To all who have found their way to this site, I extend my greetings.

This is my initial blog post, and seeing my new book Hawks Pass will be available shortly, I think it only makes sense to write about something related to the story. I don’t want to venture too far into the contents of the book, but I think it is safe to say the setting represents one of the many possible results of technological dependence. This condition is not new to society at large—think of what happens whenever the power goes out—but internet-based services have taken technological dependency to another level.

Companies and institutions not only assume everyone has easy and reliable access to the internet, but that we all have phones capable of scanning the barcodes they insist on using to replace basic information. I have recently encountered scenarios where the barcode was the only way to continue the activity in question, and in one such scenario, I was using my laptop and did not have my phone on hand. I find it hard to believe this practice would hold up in court if challenged, but I am not a lawyer and have neither the time nor the patience to search out that rabbit hole and squeeze myself into it.

Is this technology necessary? Is it actually more convenient than clicking on a web address or, God forbid, typing one in?

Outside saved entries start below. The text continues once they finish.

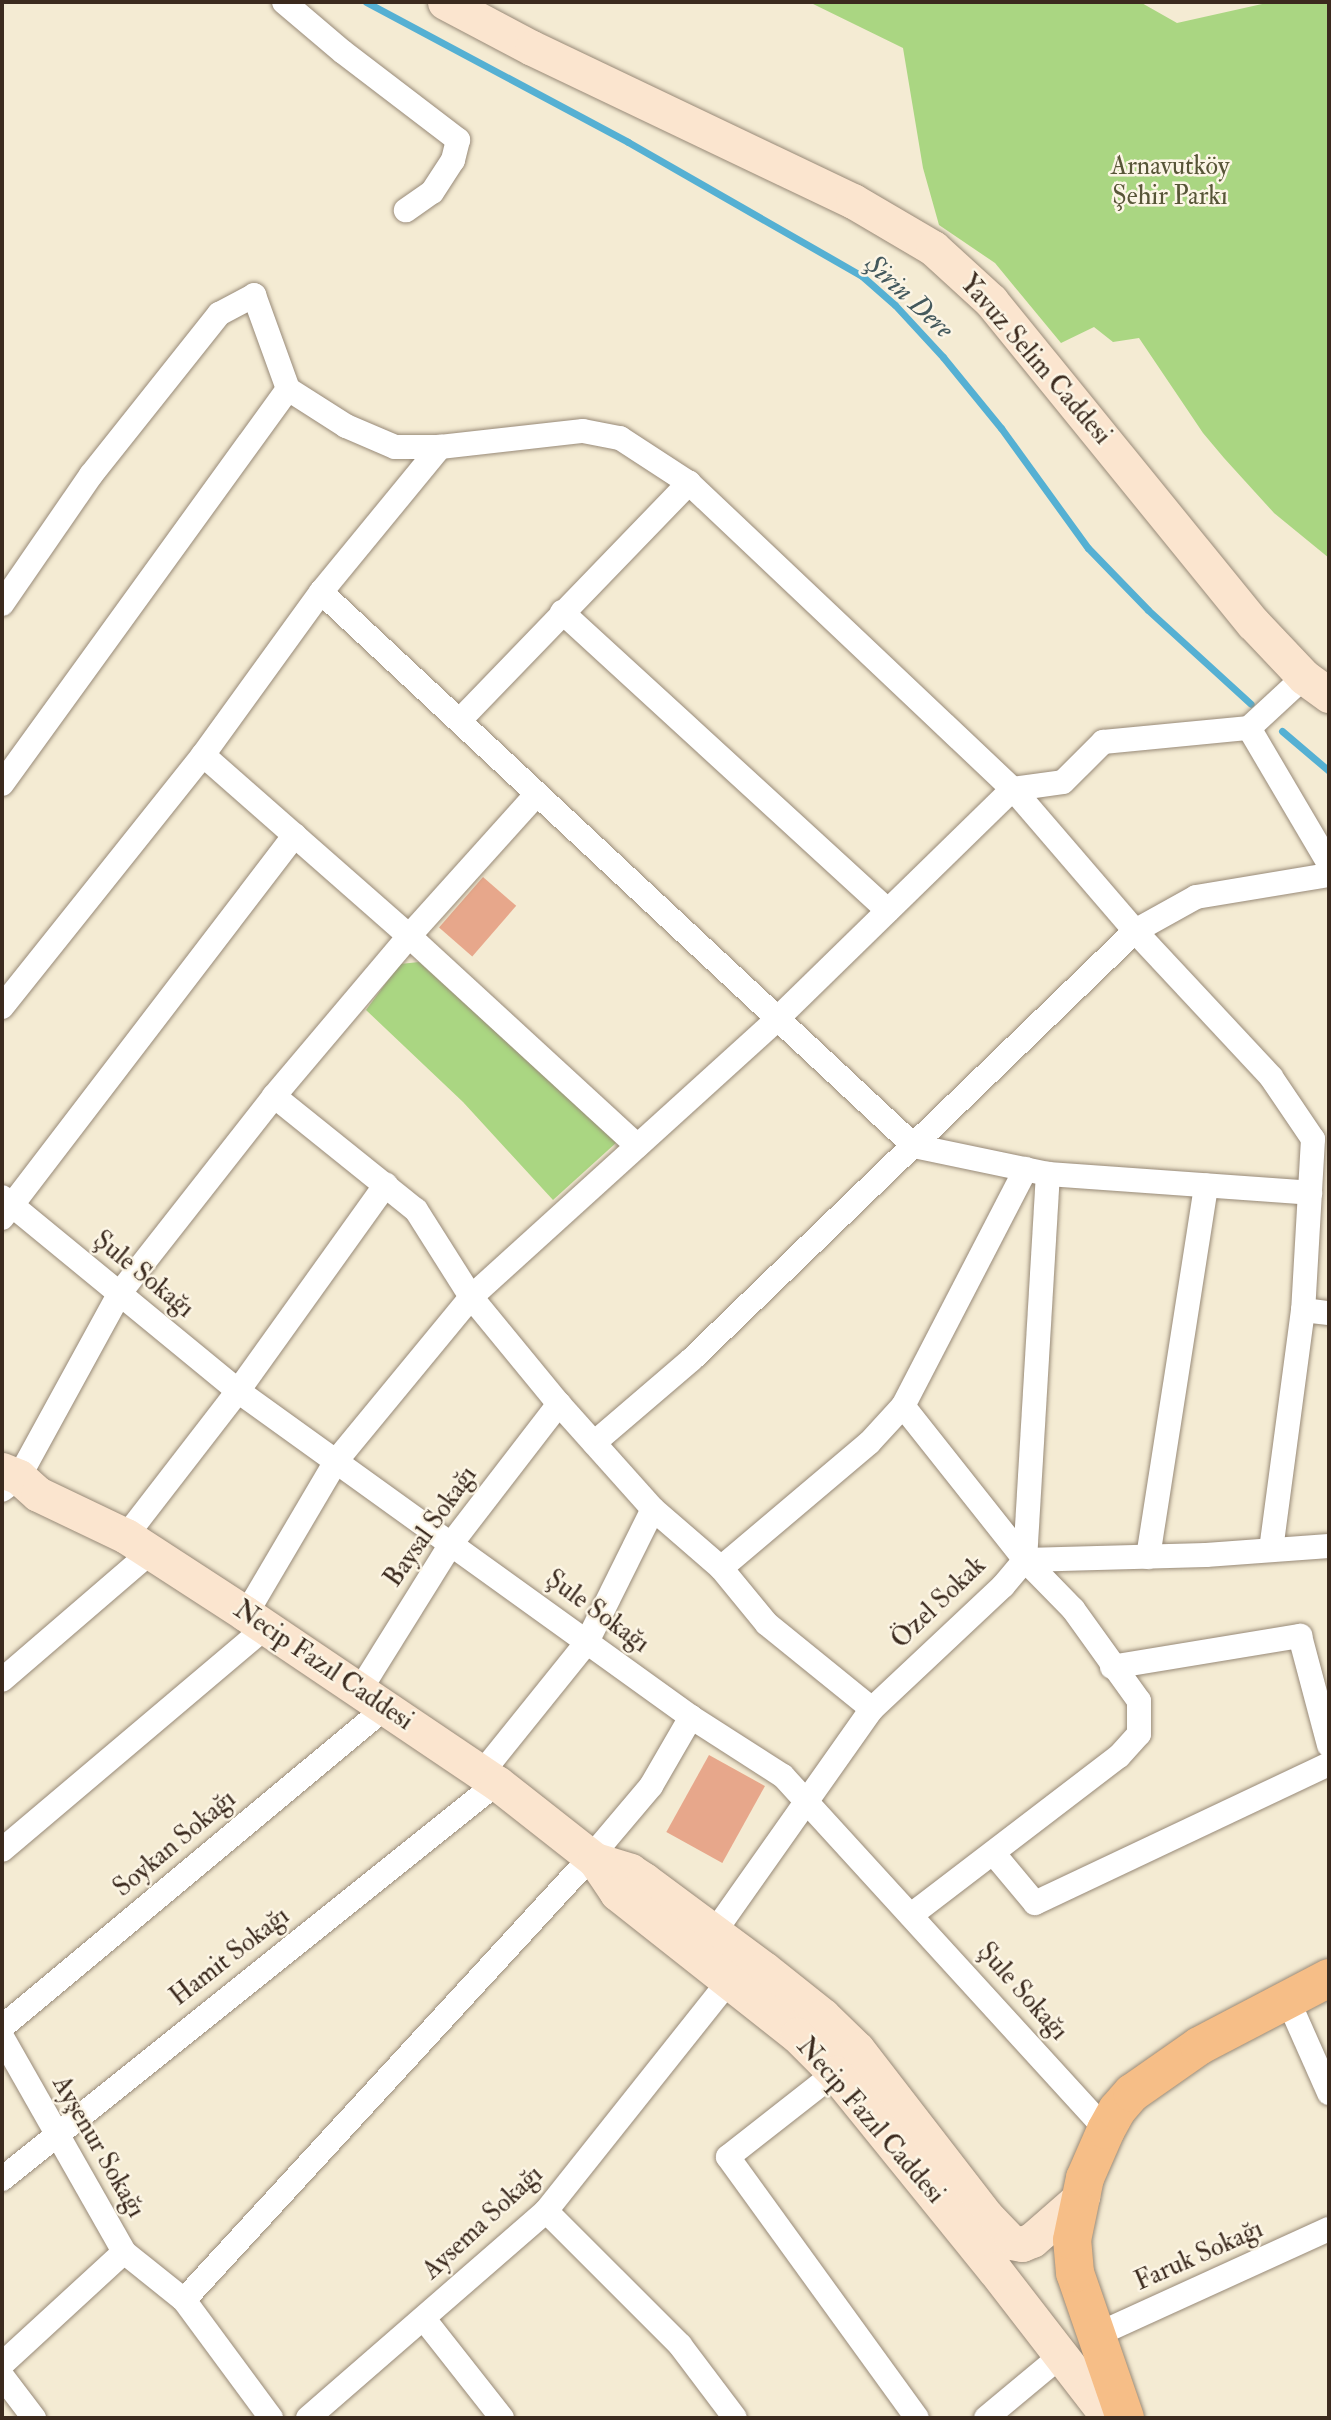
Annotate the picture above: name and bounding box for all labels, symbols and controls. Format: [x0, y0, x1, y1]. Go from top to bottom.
park label: Arnavutköy Şehir Parkı [1111, 151, 1229, 212]
water label: Şirin Dere [858, 248, 960, 346]
street label: Yavuz Selim Caddesi [953, 269, 1117, 451]
street label: Şule Sokağı [86, 1225, 200, 1325]
street label: Baysal Sokağı [378, 1461, 484, 1593]
street label: Özel Sokak [885, 1550, 993, 1656]
street label: Şule Sokağı [539, 1564, 655, 1660]
street label: Necip Fazıl Caddesi [227, 1595, 419, 1737]
street label: Soykan Sokağı [108, 1784, 242, 1904]
street label: Hamit Sokağı [164, 1901, 296, 2013]
street label: Şule Sokağı [970, 1937, 1074, 2047]
street label: Necip Fazıl Caddesi [790, 2032, 950, 2210]
street label: Ayşenur Sokağı [45, 2071, 151, 2223]
street label: Aysema Sokağı [416, 2159, 550, 2287]
street label: Faruk Sokağı [1130, 2214, 1268, 2298]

The barcodes are a symptom of a larger issue, one that is far too deep and multifaceted to cover in a single blog post, though technological dependency is at the heart of it. For now, let’s keep it simple. A character in Hawks Pass poses the following question to his readership in the years before the events of the story take place: If society elects to give itself entirely over to technology, what will happen when that technology fails?

Well, that depends, but whatever the outcome, it is unlikely to be a good one.

I mentioned power outages above, and for all the things that could potentially go wrong with web-based systems and networks—and there are many—we might pay a thought to the foundation the entire infrastructure was built on. It won’t matter how advanced and impenetrable a building’s security systems are if an earthquake takes out the ground beneath it. That building will still come crashing down. If you can’t power your phone on, you won’t be able to scan the barcodes, nor will you be able to access your digital currencies, your web-based bank accounts, your cloud-stored content, and so on.

Yet the powers-that-be seem increasingly willing to tie all aspects of daily life, from the arbitrary to the critical, to technological and web-based systems that will only function when the servers supporting them are adequately powered (not to mention operating properly). Is this going to benefit society in the long run? And more importantly, is it safe?

It the setting Hawks Pass takes place in, the answer is no, it was not.